With fungible or non-fungible tokens as a part of the patron-artist relationship, artists also have a direct line with their earliest supporters — a collection of Ethereum addresses or ENS names that can be used for mailing lists, entry pasess, and payment systems for artists to engage their fans no matter the platform they are using.

5. Web3 is still not decentralized at every layer.

Anyone who has been around in the Web3 ecosystem long enough is aware of the design tradeoffs engineers encountered when attempting to adhere to maximally decentralized architectures, easy to use applications, and scalable infrastructure. As the founder of Signal, Moxie Marlinspike, recently wrote in his own exploration of Web3, “The premise for web1 was that everyone on the internet would be both a publisher and consumer of content as well as a publisher and consumer of infrastructure.

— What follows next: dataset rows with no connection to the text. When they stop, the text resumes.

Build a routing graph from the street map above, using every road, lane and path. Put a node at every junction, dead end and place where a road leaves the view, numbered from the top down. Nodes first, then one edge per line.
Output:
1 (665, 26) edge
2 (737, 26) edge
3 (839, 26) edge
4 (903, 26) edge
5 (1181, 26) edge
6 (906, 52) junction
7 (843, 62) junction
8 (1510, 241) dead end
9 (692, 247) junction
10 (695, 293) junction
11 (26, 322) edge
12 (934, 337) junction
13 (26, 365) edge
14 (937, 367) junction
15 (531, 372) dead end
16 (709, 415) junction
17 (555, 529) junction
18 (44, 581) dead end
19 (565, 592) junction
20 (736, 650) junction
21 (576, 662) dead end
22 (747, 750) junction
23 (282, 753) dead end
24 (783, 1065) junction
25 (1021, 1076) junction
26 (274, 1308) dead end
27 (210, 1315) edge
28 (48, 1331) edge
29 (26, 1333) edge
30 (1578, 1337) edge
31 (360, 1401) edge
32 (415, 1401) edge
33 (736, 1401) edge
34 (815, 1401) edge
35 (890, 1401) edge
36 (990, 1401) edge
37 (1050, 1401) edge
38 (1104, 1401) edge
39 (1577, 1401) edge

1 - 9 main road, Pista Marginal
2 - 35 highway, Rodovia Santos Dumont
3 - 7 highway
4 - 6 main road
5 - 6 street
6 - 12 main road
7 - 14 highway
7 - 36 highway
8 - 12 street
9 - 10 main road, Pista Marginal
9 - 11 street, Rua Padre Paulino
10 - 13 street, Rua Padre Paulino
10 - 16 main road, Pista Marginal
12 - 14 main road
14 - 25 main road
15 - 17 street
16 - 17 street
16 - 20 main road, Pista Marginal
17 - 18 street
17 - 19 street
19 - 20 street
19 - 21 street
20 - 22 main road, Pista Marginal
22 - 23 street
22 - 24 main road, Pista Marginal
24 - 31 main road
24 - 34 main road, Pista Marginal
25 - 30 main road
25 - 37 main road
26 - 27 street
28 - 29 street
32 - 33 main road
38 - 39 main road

We’d all have our own web server with our own web site, our own mail server for our own email…However – and I don’t think this can be emphasized enough – that is not what people want. People do not want to run their own servers.”

He shouldn’t have been too surprised then to learn that much of Ethereum’s applications call data from trusted API sources. Or that the current number of Ethereum full nodes is 5,433, 40% of which are currently being run in the United States. This was also one of the first design decisions that MetaMask made — that instead of requiring every user to run a self-hosted Ethereum node, they would instead connect to Infura to serve Ethereum data so that developers could focus more on the applications they were building, rather than running network infrastructure. As MetaMask founder Dan Finlay writes, “This allowed users to get started right away and without constantly draining their laptop batteries. It was a game changer for adoption, and it kind of demonstrated what Moxie said here: People don’t really want to host their own server (certainly not one that is designed to consume a full laptop of capacity).”

The Ethereum community has a lot of teams dedicated to improving decentralization, yet the success of some newer, more centralized, crypto networks proves that users might not care as much. However, there is no reason to think that the current status quo of Web3 infrastructure will look the same in the future — especially as more people experience the advantages of fully decentralized networks.